See [`docs/politeness.md`](docs/politeness.md).

## Output formats

- Markdown: strict delimiters for each page (`--- SITEMIX_PAGE ---`, `--- SITEMIX_TEXT ---`, `--- END_SITEMIX_PAGE ---`)
- JSON: single object with tool/run metadata and pages
- XML: single `<sitemixDump>` root

See [`docs/format.md`](docs/format.md).

## Development commands

```bash
pip install -e .[dev]
ruff check .
pytest
```

## Homebrew distribution

A formula file lives at `packaging/homebrew/sitemix.rb` and is updated by release automation.

Automated release flow:

1. Bump `project.version` in `pyproject.toml` and merge to `main`.
2. `.github/workflows/release-pypi.yml` publishes to PyPI (trusted publishing).
3. `.github/workflows/release-homebrew.yml` renders a formula from PyPI metadata and updates `shaypal5/homebrew-tap`.

Required setup:

- GitHub Environment `pypi` configured for trusted publishing.
- Repository secret `HOMEBREW_TAP_GITHUB_TOKEN` with push access to `shaypal5/homebrew-tap`.

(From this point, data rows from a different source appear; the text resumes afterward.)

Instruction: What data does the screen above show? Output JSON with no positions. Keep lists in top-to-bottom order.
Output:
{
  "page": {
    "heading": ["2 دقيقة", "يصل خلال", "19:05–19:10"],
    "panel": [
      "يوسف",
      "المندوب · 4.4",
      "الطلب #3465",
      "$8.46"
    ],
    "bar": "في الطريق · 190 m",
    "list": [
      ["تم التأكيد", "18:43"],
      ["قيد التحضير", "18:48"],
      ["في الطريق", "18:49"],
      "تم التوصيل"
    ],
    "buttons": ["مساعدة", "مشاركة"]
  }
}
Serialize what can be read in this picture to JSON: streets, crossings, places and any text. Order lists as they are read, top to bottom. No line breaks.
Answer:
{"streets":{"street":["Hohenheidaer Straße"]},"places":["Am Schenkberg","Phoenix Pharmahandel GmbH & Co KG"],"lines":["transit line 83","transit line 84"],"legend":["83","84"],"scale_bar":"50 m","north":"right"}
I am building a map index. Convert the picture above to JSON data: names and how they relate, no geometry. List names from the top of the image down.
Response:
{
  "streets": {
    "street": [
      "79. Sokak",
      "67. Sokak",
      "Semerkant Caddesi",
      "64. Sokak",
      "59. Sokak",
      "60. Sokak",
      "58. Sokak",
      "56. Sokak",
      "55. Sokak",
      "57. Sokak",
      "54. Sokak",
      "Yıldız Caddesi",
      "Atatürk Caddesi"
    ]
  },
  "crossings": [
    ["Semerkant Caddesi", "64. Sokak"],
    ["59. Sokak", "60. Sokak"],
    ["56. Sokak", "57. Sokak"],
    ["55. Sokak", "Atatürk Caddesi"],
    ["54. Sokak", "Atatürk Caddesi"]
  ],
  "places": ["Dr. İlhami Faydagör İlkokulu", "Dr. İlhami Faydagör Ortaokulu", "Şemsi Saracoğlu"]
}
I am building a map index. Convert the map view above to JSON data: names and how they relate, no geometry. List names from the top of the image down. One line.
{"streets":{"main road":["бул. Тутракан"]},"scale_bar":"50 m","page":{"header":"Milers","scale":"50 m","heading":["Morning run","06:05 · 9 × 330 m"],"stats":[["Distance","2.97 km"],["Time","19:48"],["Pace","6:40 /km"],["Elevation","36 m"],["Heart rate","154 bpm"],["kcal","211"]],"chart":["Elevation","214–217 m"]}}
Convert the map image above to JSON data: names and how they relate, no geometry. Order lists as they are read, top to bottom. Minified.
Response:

Manual maintenance command:

```bash
python scripts/render_homebrew_formula.py --version X.Y.Z
```

Install with:

```bash
brew tap shaypal5/tap
brew install sitemix
```

## Limitations

- Not a massive web crawler; intended for small sites (hundreds of pages, not millions).
- Extraction quality depends on source HTML and trafilatura behavior.
- JS-heavy pages without server-rendered content may produce short output.

## Ethics

Use only where you have legal and ethical right to fetch and process content. Respect robots, rate limits, and site terms.